Zurück im Hause Grigoris und Nataschas, wo ich einige Tage lebe. Grigori schmunzelt. Ein Anruf seinerseits klärte meine Unsicherheit. Und so kam ich am folgenden Tag doch noch in den Genus auf dem Amur, vorbei an verfallenen Anlegestellen und einsam in ihren Kähnen und Schlauchbooten sitzenden Anglern, zur mit 2,6 km, somit längsten Brücke Russlands, zu schiffen.
Der Zug passiert Flüsse und kahle Felsen, nur wenige Kilometer ist die Grenze zu China entfernt. Wo man bei gutem Wetter entlang der Bergkette die russischen Wachtürme erkennen kann. Verarmte Stationen, auf denen die Einwohner nahe gelegener Dörfer ihre Waren, den kurzzeitig aussteigenden Reisenden feil bieten, säumen den Schienenstrang. Ich denke an die Menschen, deren Schweiß in der Bahnstrecke begraben liegt. Wie viele haben beim Bau ihr Leben verloren? Wie viele wurden von den schweren Rädern eines Zuges, noch im Sprung von den Gleisen, aus ihrem Leben gerissen? Menschenschicksale. Verbannte, illoyal gegenüber den Herrschenden des Landes, Verarmte, deren letzte Hoffnung der Bahnbau war, Arbeit und Brot zu finden, Taschendiebe und Spieler, Schmuggler und Träumer. Doch alles das ist nichts gegen ihren unbändigen Willen zum Leben und den Stolz auf ihre Hände Arbeit, der sich den Menschen dieses Reiches, Russlands in ihrem Handeln ausdrückt.

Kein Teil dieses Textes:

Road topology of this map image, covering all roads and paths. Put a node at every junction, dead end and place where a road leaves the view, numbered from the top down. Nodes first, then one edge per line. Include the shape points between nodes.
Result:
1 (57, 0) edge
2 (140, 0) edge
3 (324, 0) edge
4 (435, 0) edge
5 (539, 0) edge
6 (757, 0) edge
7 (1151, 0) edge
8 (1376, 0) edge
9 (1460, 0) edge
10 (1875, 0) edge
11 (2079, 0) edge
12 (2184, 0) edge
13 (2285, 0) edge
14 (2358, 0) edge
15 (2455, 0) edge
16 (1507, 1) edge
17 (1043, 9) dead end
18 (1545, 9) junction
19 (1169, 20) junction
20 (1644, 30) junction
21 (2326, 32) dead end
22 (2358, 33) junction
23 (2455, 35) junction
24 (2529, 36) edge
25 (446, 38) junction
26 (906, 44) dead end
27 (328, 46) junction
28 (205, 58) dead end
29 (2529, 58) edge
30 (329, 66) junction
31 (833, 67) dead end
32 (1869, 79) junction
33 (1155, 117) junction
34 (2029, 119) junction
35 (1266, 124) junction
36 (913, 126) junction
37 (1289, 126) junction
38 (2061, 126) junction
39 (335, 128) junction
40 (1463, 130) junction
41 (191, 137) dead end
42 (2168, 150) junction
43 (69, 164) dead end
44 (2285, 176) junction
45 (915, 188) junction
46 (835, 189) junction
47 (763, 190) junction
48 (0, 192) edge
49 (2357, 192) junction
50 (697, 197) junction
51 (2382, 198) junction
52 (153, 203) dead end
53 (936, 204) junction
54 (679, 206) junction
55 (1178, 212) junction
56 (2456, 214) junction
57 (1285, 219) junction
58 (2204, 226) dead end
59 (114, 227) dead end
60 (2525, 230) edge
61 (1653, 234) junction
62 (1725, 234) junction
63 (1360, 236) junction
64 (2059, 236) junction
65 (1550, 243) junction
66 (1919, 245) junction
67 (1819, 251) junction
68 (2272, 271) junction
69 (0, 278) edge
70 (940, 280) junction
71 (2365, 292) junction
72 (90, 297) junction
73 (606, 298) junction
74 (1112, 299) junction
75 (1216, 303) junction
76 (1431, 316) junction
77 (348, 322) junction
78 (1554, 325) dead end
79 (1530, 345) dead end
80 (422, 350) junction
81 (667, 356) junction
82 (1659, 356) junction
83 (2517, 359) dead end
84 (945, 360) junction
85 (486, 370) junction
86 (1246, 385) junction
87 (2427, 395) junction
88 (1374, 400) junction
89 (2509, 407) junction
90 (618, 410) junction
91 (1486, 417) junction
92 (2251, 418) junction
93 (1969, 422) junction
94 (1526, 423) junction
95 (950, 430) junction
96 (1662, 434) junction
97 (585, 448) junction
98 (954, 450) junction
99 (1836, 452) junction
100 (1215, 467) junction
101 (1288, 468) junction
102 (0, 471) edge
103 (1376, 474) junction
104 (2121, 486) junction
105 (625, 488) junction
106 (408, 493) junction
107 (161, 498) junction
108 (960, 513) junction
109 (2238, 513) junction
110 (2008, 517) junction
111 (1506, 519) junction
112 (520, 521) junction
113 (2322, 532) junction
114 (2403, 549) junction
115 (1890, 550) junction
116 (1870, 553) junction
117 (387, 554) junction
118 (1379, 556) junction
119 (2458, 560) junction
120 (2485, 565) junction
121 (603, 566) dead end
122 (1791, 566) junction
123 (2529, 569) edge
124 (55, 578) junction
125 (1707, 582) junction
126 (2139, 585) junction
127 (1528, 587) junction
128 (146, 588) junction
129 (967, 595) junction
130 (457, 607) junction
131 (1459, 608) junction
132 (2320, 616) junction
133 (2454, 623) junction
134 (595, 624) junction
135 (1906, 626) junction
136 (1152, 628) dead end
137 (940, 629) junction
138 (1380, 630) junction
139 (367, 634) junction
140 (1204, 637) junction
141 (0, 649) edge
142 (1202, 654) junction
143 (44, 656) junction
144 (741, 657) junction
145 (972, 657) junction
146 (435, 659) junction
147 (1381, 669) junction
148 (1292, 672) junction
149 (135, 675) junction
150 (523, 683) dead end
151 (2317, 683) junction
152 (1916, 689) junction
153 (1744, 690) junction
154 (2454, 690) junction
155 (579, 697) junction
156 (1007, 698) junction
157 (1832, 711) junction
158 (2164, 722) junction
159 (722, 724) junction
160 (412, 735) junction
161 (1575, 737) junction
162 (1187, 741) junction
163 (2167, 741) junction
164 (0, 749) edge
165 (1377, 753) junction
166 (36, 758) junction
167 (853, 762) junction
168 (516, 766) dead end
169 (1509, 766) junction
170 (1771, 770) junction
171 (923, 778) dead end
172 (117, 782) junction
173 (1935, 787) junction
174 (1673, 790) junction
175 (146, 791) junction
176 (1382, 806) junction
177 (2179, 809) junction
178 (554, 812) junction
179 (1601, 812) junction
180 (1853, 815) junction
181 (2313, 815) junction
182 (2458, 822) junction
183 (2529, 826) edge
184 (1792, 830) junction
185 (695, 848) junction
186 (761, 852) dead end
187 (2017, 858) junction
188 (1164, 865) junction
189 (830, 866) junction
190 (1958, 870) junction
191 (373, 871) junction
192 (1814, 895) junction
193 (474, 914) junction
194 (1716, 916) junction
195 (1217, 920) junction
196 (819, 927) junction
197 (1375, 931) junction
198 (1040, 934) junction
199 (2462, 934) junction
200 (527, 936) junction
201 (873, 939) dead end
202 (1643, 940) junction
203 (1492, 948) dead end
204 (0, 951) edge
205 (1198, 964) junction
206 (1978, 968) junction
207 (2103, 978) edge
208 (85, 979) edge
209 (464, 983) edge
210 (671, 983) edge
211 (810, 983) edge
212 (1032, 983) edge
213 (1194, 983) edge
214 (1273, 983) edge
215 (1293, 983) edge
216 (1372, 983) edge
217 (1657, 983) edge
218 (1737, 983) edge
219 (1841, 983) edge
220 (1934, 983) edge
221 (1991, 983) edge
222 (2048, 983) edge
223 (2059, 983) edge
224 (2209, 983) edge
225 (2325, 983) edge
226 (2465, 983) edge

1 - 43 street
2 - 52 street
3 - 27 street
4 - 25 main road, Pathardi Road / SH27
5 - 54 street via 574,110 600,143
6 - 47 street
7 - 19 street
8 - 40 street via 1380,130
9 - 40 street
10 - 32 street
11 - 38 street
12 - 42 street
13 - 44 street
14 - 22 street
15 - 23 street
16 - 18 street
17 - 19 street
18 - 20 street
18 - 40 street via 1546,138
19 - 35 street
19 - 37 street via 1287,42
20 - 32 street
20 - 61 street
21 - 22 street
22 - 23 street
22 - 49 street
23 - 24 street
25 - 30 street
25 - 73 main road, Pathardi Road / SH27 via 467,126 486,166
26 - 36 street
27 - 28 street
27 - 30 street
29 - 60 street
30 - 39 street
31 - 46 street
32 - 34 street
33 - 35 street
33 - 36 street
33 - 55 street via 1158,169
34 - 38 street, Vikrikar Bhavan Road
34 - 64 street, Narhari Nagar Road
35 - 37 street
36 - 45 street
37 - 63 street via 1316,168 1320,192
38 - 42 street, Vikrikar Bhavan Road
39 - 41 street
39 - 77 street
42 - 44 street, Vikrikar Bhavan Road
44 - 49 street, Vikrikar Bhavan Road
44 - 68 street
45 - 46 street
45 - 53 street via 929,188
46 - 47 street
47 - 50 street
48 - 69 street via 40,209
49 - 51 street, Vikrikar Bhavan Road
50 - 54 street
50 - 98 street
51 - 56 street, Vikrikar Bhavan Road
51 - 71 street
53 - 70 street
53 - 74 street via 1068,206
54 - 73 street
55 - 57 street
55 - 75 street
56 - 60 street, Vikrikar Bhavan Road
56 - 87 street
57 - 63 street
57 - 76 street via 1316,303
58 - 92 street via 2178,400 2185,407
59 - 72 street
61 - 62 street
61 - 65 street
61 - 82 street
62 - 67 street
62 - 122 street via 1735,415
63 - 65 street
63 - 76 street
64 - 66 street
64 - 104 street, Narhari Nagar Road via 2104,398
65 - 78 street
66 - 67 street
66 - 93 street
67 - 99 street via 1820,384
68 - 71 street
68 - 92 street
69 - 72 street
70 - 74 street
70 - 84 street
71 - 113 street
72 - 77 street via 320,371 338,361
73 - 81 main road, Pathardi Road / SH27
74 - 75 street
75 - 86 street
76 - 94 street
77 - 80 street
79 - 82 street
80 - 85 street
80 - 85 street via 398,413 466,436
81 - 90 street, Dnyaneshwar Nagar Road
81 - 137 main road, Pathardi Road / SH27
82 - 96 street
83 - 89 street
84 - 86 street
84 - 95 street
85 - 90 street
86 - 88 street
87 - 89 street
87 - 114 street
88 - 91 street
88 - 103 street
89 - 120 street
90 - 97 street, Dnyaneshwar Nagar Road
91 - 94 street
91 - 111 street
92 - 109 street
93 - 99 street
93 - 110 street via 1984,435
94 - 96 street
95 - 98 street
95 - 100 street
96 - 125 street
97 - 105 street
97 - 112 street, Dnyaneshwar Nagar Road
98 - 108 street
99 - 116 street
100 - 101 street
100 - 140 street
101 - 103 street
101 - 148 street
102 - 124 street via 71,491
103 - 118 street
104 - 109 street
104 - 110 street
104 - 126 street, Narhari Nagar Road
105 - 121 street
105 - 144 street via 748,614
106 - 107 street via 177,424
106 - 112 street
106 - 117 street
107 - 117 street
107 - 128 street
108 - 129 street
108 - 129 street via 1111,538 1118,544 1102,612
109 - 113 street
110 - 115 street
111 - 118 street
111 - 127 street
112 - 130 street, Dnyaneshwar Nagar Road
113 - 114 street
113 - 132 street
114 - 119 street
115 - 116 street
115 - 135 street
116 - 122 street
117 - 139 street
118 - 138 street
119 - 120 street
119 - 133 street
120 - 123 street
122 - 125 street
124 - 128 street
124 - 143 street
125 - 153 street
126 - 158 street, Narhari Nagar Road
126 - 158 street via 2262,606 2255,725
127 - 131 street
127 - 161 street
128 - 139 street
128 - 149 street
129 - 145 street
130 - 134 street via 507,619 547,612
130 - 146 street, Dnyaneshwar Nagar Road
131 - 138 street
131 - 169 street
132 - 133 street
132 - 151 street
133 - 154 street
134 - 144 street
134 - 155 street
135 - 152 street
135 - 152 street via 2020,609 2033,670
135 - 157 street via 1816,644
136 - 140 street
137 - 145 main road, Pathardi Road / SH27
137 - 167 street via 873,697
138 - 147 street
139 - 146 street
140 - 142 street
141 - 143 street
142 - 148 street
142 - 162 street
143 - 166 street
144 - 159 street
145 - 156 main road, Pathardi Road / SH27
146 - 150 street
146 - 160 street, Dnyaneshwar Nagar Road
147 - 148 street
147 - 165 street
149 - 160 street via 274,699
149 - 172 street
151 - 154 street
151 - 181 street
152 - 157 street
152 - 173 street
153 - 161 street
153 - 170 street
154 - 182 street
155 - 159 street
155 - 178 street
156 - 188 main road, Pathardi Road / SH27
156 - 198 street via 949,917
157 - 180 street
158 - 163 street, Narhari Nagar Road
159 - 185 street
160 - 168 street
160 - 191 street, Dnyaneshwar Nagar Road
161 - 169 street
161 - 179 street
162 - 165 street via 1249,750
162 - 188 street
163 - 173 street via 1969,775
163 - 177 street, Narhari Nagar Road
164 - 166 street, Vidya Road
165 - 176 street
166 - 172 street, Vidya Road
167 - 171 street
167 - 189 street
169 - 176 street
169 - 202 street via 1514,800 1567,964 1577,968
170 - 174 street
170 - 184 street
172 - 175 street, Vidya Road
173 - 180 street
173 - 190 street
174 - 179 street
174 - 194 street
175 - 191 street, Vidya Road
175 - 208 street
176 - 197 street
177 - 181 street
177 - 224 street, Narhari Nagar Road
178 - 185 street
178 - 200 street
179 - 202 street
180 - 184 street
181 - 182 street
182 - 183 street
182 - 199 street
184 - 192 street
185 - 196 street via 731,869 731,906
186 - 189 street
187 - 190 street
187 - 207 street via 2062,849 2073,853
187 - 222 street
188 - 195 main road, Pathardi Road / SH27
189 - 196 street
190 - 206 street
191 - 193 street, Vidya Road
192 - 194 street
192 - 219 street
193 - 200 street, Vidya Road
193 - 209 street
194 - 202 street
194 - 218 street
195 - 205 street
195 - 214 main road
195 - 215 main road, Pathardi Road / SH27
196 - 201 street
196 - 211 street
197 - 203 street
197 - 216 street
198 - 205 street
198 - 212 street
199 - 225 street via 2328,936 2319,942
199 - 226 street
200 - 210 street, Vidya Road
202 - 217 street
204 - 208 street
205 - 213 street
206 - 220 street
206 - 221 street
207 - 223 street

Alles begann 1891 in Wladiwostok, als Zarewitsch Nikolai mit einer voll geschaufelten Schubkarre symbolisch das Jahrhundertprojekt eröffnete. Wladiwostok, beherrsche den Osten, lautet die Übersetzung aus dem russischen, das Tor zum Pazifik, zu Sowjetzeiten nicht nur gesperrt für Ausländer, wichtigster Flottenstützpunkt der Marine und ohne Zweifel, eine der interessantesten Städte Russlands.
Aufwendig wurde der Bahnhof restauriert, der erste oder letzte Eindruck eines Transsib-Reisenden. Auf den Bahnsteigen streunen Hunde, selbst gezeichnet von den Kollisionen mit den Zügen, umher, Menschen sitzen auf ihren blau, weiß karierten Taschen, der Zugansage lauschend, und Kinder tollten neugierig umher. Sieben Tage und sieben Nächte ist die Hauptstadt entfernt, doch hier, ist sie schon da, wie an jeder Uhr, in jedem Bahnhofsgebäude entlang der Transsibirischen Eisenbahn, die Moskauer Zeit.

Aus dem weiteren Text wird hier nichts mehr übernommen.